_WORK REQUIRED_
Copy the listing in full and exactly, omitting its images.

--- MATERIAL FOR THE TASK Enclosed Below ---

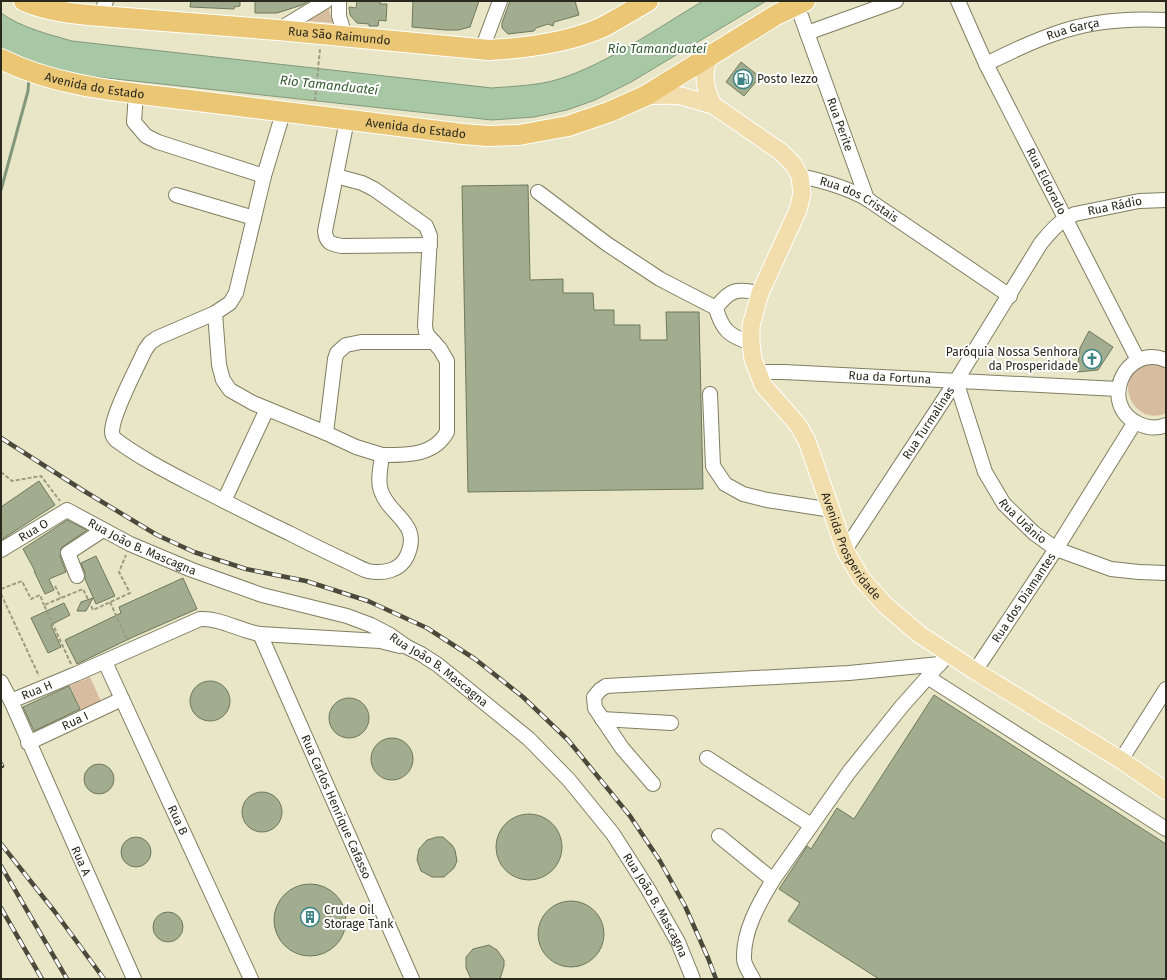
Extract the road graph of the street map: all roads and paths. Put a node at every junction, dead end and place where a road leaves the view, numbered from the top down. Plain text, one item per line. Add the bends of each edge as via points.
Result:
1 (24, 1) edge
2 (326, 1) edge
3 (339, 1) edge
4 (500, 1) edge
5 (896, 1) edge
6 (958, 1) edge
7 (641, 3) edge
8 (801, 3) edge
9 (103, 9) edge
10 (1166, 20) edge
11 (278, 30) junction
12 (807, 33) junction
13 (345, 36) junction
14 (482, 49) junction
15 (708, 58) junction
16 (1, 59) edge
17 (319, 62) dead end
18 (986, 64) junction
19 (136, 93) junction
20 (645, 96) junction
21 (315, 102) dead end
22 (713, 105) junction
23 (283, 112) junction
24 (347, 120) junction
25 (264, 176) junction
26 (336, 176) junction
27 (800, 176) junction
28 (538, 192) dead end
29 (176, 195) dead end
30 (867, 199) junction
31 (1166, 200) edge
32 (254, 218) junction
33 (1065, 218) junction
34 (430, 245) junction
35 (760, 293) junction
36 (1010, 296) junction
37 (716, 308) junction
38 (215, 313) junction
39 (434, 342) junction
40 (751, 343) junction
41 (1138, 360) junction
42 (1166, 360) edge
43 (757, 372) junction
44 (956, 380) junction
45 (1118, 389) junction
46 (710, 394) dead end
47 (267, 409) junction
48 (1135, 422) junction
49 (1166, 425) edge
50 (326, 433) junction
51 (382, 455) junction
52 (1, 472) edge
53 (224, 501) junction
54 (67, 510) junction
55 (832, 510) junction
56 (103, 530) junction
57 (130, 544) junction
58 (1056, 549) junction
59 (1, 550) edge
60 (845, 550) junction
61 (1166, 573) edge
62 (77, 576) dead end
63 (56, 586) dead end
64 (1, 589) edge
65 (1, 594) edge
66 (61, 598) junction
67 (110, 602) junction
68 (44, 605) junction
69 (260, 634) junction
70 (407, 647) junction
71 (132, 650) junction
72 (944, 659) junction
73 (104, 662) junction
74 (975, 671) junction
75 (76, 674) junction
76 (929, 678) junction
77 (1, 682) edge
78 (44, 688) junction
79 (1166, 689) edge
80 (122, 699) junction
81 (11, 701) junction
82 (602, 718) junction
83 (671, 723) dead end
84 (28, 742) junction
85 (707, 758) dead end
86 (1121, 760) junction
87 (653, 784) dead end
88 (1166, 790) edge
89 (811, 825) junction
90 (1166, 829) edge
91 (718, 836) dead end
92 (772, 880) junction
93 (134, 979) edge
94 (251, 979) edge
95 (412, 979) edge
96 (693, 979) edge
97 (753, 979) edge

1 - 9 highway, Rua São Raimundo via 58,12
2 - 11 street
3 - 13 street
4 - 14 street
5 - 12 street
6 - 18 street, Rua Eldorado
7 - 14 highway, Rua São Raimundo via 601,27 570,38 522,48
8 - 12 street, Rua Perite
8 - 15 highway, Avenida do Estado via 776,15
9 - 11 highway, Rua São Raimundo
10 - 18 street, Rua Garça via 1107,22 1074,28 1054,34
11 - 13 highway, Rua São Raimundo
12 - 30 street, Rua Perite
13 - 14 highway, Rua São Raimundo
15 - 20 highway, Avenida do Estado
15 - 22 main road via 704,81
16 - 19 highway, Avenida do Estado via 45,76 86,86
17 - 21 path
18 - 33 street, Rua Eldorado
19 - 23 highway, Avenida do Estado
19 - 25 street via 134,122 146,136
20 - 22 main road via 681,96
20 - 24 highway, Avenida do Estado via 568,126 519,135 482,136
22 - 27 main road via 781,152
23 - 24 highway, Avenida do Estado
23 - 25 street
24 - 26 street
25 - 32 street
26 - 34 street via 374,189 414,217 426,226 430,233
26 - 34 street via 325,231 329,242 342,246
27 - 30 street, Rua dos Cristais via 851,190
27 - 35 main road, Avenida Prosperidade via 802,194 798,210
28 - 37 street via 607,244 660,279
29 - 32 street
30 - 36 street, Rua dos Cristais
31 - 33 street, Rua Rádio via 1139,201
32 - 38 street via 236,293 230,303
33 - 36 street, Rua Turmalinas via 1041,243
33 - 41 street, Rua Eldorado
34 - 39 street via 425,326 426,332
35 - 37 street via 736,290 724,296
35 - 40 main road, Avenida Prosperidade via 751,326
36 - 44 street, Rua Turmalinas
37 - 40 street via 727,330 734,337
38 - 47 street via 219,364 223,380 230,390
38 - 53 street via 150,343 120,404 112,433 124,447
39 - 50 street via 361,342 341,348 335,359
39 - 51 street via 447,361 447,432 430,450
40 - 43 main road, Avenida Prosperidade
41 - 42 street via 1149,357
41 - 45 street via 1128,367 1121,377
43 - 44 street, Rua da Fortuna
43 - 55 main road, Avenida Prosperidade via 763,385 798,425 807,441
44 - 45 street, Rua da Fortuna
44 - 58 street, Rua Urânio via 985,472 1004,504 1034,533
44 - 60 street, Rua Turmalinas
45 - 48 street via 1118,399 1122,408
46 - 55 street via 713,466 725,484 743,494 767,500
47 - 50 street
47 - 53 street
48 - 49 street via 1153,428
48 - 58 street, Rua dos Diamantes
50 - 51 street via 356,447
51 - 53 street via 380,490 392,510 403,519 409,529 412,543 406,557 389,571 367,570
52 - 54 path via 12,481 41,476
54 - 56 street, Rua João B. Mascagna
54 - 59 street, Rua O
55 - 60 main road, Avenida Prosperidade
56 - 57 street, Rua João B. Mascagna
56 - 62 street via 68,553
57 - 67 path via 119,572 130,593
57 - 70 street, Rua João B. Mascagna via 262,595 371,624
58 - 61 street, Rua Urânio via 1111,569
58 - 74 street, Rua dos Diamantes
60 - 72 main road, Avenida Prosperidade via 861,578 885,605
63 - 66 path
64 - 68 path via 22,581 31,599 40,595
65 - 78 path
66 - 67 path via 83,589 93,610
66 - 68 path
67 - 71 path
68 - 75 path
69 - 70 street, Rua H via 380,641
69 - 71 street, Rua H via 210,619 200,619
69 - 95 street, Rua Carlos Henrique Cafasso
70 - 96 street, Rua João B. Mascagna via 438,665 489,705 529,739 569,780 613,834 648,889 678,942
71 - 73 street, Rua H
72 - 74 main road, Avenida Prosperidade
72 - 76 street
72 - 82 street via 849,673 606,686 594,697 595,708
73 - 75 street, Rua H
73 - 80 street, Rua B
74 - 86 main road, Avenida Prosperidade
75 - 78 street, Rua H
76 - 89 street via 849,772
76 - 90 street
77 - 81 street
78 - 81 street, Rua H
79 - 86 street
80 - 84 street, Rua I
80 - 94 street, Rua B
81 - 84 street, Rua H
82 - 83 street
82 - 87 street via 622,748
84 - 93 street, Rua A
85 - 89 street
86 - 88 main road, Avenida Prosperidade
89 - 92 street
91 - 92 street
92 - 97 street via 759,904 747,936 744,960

--- End of Enclosed MATERIAL FOR THE TASK ---

_RESULT_
Extract the road graph of the street map: all roads and paths. Put a node at every junction, dead end and place where a road leaves the view, numbered from the top down. Plain text, one item per line. Add the bends of each edge as via points.
Result:
1 (24, 1) edge
2 (326, 1) edge
3 (339, 1) edge
4 (500, 1) edge
5 (896, 1) edge
6 (958, 1) edge
7 (641, 3) edge
8 (801, 3) edge
9 (103, 9) edge
10 (1166, 20) edge
11 (278, 30) junction
12 (807, 33) junction
13 (345, 36) junction
14 (482, 49) junction
15 (708, 58) junction
16 (1, 59) edge
17 (319, 62) dead end
18 (986, 64) junction
19 (136, 93) junction
20 (645, 96) junction
21 (315, 102) dead end
22 (713, 105) junction
23 (283, 112) junction
24 (347, 120) junction
25 (264, 176) junction
26 (336, 176) junction
27 (800, 176) junction
28 (538, 192) dead end
29 (176, 195) dead end
30 (867, 199) junction
31 (1166, 200) edge
32 (254, 218) junction
33 (1065, 218) junction
34 (430, 245) junction
35 (760, 293) junction
36 (1010, 296) junction
37 (716, 308) junction
38 (215, 313) junction
39 (434, 342) junction
40 (751, 343) junction
41 (1138, 360) junction
42 (1166, 360) edge
43 (757, 372) junction
44 (956, 380) junction
45 (1118, 389) junction
46 (710, 394) dead end
47 (267, 409) junction
48 (1135, 422) junction
49 (1166, 425) edge
50 (326, 433) junction
51 (382, 455) junction
52 (1, 472) edge
53 (224, 501) junction
54 (67, 510) junction
55 (832, 510) junction
56 (103, 530) junction
57 (130, 544) junction
58 (1056, 549) junction
59 (1, 550) edge
60 (845, 550) junction
61 (1166, 573) edge
62 (77, 576) dead end
63 (56, 586) dead end
64 (1, 589) edge
65 (1, 594) edge
66 (61, 598) junction
67 (110, 602) junction
68 (44, 605) junction
69 (260, 634) junction
70 (407, 647) junction
71 (132, 650) junction
72 (944, 659) junction
73 (104, 662) junction
74 (975, 671) junction
75 (76, 674) junction
76 (929, 678) junction
77 (1, 682) edge
78 (44, 688) junction
79 (1166, 689) edge
80 (122, 699) junction
81 (11, 701) junction
82 (602, 718) junction
83 (671, 723) dead end
84 (28, 742) junction
85 (707, 758) dead end
86 (1121, 760) junction
87 (653, 784) dead end
88 (1166, 790) edge
89 (811, 825) junction
90 (1166, 829) edge
91 (718, 836) dead end
92 (772, 880) junction
93 (134, 979) edge
94 (251, 979) edge
95 (412, 979) edge
96 (693, 979) edge
97 (753, 979) edge

1 - 9 highway, Rua São Raimundo via 58,12
2 - 11 street
3 - 13 street
4 - 14 street
5 - 12 street
6 - 18 street, Rua Eldorado
7 - 14 highway, Rua São Raimundo via 601,27 570,38 522,48
8 - 12 street, Rua Perite
8 - 15 highway, Avenida do Estado via 776,15
9 - 11 highway, Rua São Raimundo
10 - 18 street, Rua Garça via 1107,22 1074,28 1054,34
11 - 13 highway, Rua São Raimundo
12 - 30 street, Rua Perite
13 - 14 highway, Rua São Raimundo
15 - 20 highway, Avenida do Estado
15 - 22 main road via 704,81
16 - 19 highway, Avenida do Estado via 45,76 86,86
17 - 21 path
18 - 33 street, Rua Eldorado
19 - 23 highway, Avenida do Estado
19 - 25 street via 134,122 146,136
20 - 22 main road via 681,96
20 - 24 highway, Avenida do Estado via 568,126 519,135 482,136
22 - 27 main road via 781,152
23 - 24 highway, Avenida do Estado
23 - 25 street
24 - 26 street
25 - 32 street
26 - 34 street via 374,189 414,217 426,226 430,233
26 - 34 street via 325,231 329,242 342,246
27 - 30 street, Rua dos Cristais via 851,190
27 - 35 main road, Avenida Prosperidade via 802,194 798,210
28 - 37 street via 607,244 660,279
29 - 32 street
30 - 36 street, Rua dos Cristais
31 - 33 street, Rua Rádio via 1139,201
32 - 38 street via 236,293 230,303
33 - 36 street, Rua Turmalinas via 1041,243
33 - 41 street, Rua Eldorado
34 - 39 street via 425,326 426,332
35 - 37 street via 736,290 724,296
35 - 40 main road, Avenida Prosperidade via 751,326
36 - 44 street, Rua Turmalinas
37 - 40 street via 727,330 734,337
38 - 47 street via 219,364 223,380 230,390
38 - 53 street via 150,343 120,404 112,433 124,447
39 - 50 street via 361,342 341,348 335,359
39 - 51 street via 447,361 447,432 430,450
40 - 43 main road, Avenida Prosperidade
41 - 42 street via 1149,357
41 - 45 street via 1128,367 1121,377
43 - 44 street, Rua da Fortuna
43 - 55 main road, Avenida Prosperidade via 763,385 798,425 807,441
44 - 45 street, Rua da Fortuna
44 - 58 street, Rua Urânio via 985,472 1004,504 1034,533
44 - 60 street, Rua Turmalinas
45 - 48 street via 1118,399 1122,408
46 - 55 street via 713,466 725,484 743,494 767,500
47 - 50 street
47 - 53 street
48 - 49 street via 1153,428
48 - 58 street, Rua dos Diamantes
50 - 51 street via 356,447
51 - 53 street via 380,490 392,510 403,519 409,529 412,543 406,557 389,571 367,570
52 - 54 path via 12,481 41,476
54 - 56 street, Rua João B. Mascagna
54 - 59 street, Rua O
55 - 60 main road, Avenida Prosperidade
56 - 57 street, Rua João B. Mascagna
56 - 62 street via 68,553
57 - 67 path via 119,572 130,593
57 - 70 street, Rua João B. Mascagna via 262,595 371,624
58 - 61 street, Rua Urânio via 1111,569
58 - 74 street, Rua dos Diamantes
60 - 72 main road, Avenida Prosperidade via 861,578 885,605
63 - 66 path
64 - 68 path via 22,581 31,599 40,595
65 - 78 path
66 - 67 path via 83,589 93,610
66 - 68 path
67 - 71 path
68 - 75 path
69 - 70 street, Rua H via 380,641
69 - 71 street, Rua H via 210,619 200,619
69 - 95 street, Rua Carlos Henrique Cafasso
70 - 96 street, Rua João B. Mascagna via 438,665 489,705 529,739 569,780 613,834 648,889 678,942
71 - 73 street, Rua H
72 - 74 main road, Avenida Prosperidade
72 - 76 street
72 - 82 street via 849,673 606,686 594,697 595,708
73 - 75 street, Rua H
73 - 80 street, Rua B
74 - 86 main road, Avenida Prosperidade
75 - 78 street, Rua H
76 - 89 street via 849,772
76 - 90 street
77 - 81 street
78 - 81 street, Rua H
79 - 86 street
80 - 84 street, Rua I
80 - 94 street, Rua B
81 - 84 street, Rua H
82 - 83 street
82 - 87 street via 622,748
84 - 93 street, Rua A
85 - 89 street
86 - 88 main road, Avenida Prosperidade
89 - 92 street
91 - 92 street
92 - 97 street via 759,904 747,936 744,960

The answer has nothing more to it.